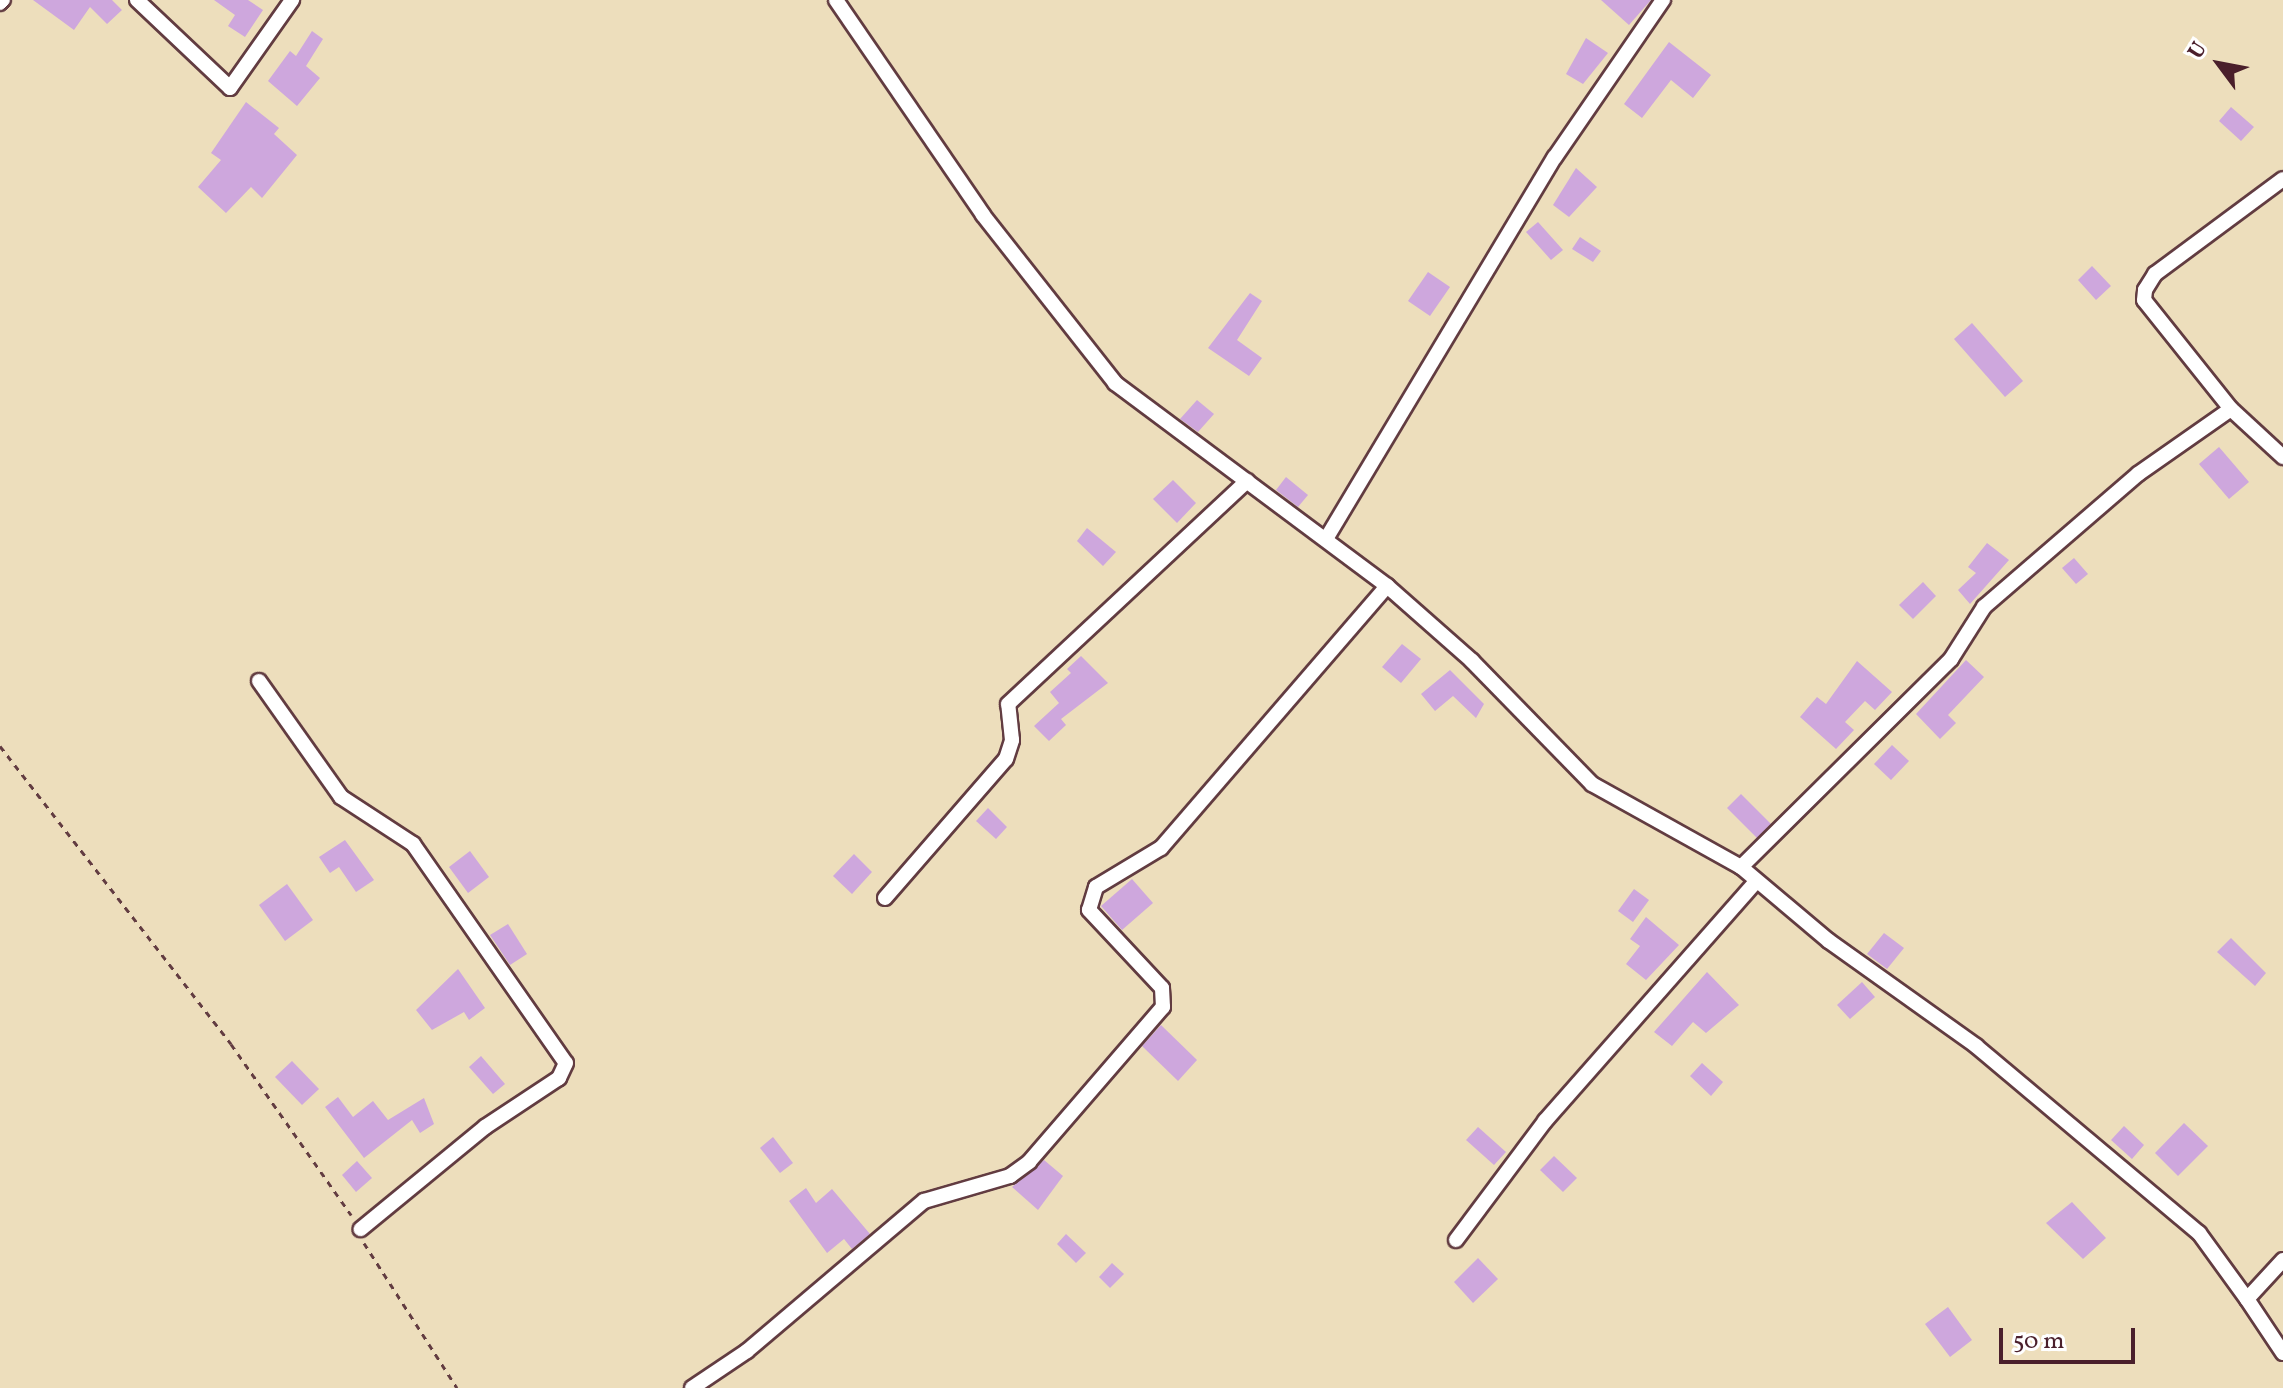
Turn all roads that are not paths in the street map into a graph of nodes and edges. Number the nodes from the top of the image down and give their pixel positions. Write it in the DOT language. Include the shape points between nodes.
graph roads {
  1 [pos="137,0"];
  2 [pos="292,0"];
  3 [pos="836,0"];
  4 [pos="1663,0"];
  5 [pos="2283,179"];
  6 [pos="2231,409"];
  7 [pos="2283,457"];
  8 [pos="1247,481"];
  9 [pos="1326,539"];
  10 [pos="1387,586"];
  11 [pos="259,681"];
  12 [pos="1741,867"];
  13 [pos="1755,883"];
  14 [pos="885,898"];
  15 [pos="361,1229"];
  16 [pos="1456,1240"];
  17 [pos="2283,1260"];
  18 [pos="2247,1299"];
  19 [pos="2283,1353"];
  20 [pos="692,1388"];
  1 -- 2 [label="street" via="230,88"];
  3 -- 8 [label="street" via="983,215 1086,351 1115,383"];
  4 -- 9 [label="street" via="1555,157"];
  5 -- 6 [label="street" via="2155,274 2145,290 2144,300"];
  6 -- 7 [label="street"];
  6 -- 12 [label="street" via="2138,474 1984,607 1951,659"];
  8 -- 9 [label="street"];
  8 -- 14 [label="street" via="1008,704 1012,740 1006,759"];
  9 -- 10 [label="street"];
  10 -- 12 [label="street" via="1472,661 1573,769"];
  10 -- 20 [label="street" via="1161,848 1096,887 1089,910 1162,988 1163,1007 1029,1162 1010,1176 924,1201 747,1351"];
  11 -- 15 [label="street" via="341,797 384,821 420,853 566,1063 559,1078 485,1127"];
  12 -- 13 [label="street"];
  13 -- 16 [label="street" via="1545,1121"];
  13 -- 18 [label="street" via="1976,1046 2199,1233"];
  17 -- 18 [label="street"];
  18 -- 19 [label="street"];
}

..........

* [PROBLEM]:
Each record is to be restated word for word; no picture goes in.

* [ANSWER]:
Turn all roads that are not paths in the street map into a graph of nodes and edges. Number the nodes from the top of the image down and give their pixel positions. Write it in the DOT language. Include the shape points between nodes.
graph roads {
  1 [pos="137,0"];
  2 [pos="292,0"];
  3 [pos="836,0"];
  4 [pos="1663,0"];
  5 [pos="2283,179"];
  6 [pos="2231,409"];
  7 [pos="2283,457"];
  8 [pos="1247,481"];
  9 [pos="1326,539"];
  10 [pos="1387,586"];
  11 [pos="259,681"];
  12 [pos="1741,867"];
  13 [pos="1755,883"];
  14 [pos="885,898"];
  15 [pos="361,1229"];
  16 [pos="1456,1240"];
  17 [pos="2283,1260"];
  18 [pos="2247,1299"];
  19 [pos="2283,1353"];
  20 [pos="692,1388"];
  1 -- 2 [label="street" via="230,88"];
  3 -- 8 [label="street" via="983,215 1086,351 1115,383"];
  4 -- 9 [label="street" via="1555,157"];
  5 -- 6 [label="street" via="2155,274 2145,290 2144,300"];
  6 -- 7 [label="street"];
  6 -- 12 [label="street" via="2138,474 1984,607 1951,659"];
  8 -- 9 [label="street"];
  8 -- 14 [label="street" via="1008,704 1012,740 1006,759"];
  9 -- 10 [label="street"];
  10 -- 12 [label="street" via="1472,661 1573,769"];
  10 -- 20 [label="street" via="1161,848 1096,887 1089,910 1162,988 1163,1007 1029,1162 1010,1176 924,1201 747,1351"];
  11 -- 15 [label="street" via="341,797 384,821 420,853 566,1063 559,1078 485,1127"];
  12 -- 13 [label="street"];
  13 -- 16 [label="street" via="1545,1121"];
  13 -- 18 [label="street" via="1976,1046 2199,1233"];
  17 -- 18 [label="street"];
  18 -- 19 [label="street"];
}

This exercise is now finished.